BigchainDB has taken a big data distributed database and given it blockchain characteristics. The result: a decentralised database capable of one million writes per second throughput, storing petabytes of data and sub-second latency.

The BigchainDB white paper states that its "permissioning system enables configurations ranging from private enterprise blockchain databases to open, public blockchain databases. BigchainDB is complementary to decentralised processing platforms like Ethereum, and decentralised file systems like InterPlanetary File System (IPFS)".

Large databases are designed to scale linearly; the more nodes you add the better the performance you get. Bitcoin grows well until the performance plummets at about 8000 -10,000 nodes. BigchainDB leverages database replication, where there are three or more copies of each piece of data, spread across the network.

Bruce Pon, co-founder of BigchainDB, told IBTimes: "Distributed databases have their own consensus algorithms underneath to make sure that the transactions are ordered properly and everybody has the right copy of them. They do certain things like have a replication factor so there are, like, three copies across the entire network and then if one falls over then they make sure that gets replicated to another node very quickly.

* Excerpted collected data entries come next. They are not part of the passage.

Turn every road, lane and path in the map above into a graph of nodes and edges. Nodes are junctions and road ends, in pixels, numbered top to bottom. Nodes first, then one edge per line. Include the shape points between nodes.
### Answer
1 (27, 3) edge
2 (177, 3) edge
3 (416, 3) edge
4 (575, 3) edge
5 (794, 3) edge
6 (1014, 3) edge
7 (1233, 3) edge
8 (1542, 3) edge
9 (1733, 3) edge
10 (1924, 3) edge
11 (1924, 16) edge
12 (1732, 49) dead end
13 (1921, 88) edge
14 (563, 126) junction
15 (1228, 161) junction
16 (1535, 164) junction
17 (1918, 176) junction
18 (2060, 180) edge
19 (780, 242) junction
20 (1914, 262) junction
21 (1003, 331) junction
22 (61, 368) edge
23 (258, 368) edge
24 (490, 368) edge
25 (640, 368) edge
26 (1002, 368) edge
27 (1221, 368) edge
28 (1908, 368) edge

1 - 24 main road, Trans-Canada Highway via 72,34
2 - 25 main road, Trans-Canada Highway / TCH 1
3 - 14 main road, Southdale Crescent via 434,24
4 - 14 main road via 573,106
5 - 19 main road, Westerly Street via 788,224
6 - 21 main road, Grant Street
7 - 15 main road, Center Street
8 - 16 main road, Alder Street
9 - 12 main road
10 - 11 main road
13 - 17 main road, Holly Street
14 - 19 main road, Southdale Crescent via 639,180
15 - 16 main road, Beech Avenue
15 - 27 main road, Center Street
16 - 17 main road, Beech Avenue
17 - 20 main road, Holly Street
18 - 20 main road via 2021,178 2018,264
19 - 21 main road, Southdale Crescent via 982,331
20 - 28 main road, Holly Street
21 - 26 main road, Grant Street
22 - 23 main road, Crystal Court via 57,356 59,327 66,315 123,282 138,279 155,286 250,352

"Then we have sharding. Sharding conserves storage, where each node stores a portion of the overall amount to be stored. For reliability a few copies of each piece of data is made. This is called fractional replication. Ultimately we were limited by the I/O. In our experiments, the 10 Gbps limit of the network was what held back higher performance."

Pon explained that BigchainDB's design meant basically to "get out of the way" and allow the underlying database architecture to improve performance and capacity as nodes are added. "On top of that we built a federation where each node votes on every transaction, which is a layer on top of a distributed database, so that every transaction has to have a certain quorum of votes for a transaction to pass." Such a federated model could generally have a minimum of between five up to 60 or so validating nodes, he said.

"The second innovation is what we call pipelining where we laid out all the transactions in a row and then we validate them after. So you could write as many transactions as you want and then very miliseconds afterwards it gets validated. That allows you to write as fast as you can and validate afterwards.

He said that if there happens to be a bad transaction in the pipe that you have laid, it can be taken out the block, pushed forward and laid back down on the track and then revalidated. "In Bitcoin there's a validation at the point of entry on the ledger, so you have train plus track at the same time and so the train and track gets built at the same time. We did it so that you build the track and then the train comes over a little bit later," said Pon.

Big data

BigchainDB grew out of digital art ownership platform Ascribe, where co-founders Bruce Pon, Trent McConaghy and Masha McConaghy began to encounter scalability problems. Pon explained that McConaghy comes from a machine learning background and that the team drew upon experience of big data databases and protocol engineering to design BigchainDB.

They began by doing a complete analysis of about 100 big data databases. "We started with one distributed database, it's called RethinkDB and it's one of the most popular databases that nobody has heard of, but it's extremely powerful.

"But if Cassandra, MongoDB, Oracle or MySQL wanted a blockchainified database, there are technical adjustments that can be made to make it happen. The conceptual approach we used for building BigchainDB on top of RethinkDB can be applied. Ideally, within five years there are multiple blockchain databases to choose from - this makes it easier for enterprise to adopt blockchains. We've focused on implementing BigchainDB on RethinkDB for this first phase - they've been great partners."

Since releasing its white paper BigchainDB said they have had hundreds of enquiries. Pon added: "It seems like we filled a gap in the blockchain ecosystem. We play very well with Ethereum, with Chain, Eris, any of these platforms out there.

"BigchainDB obviates the need to have a data stored within the Ethereum because it's inherently inefficient and requires additional code to make the data queryable. The ideal stack is to have an Ethereum smart contract layer running in their Virtual machine, with BigchainDB as their blockchain database that can house tokens for ether, tickets, serials of physical goods or casino chips. Whatever you want to track in your system in a decentralised way."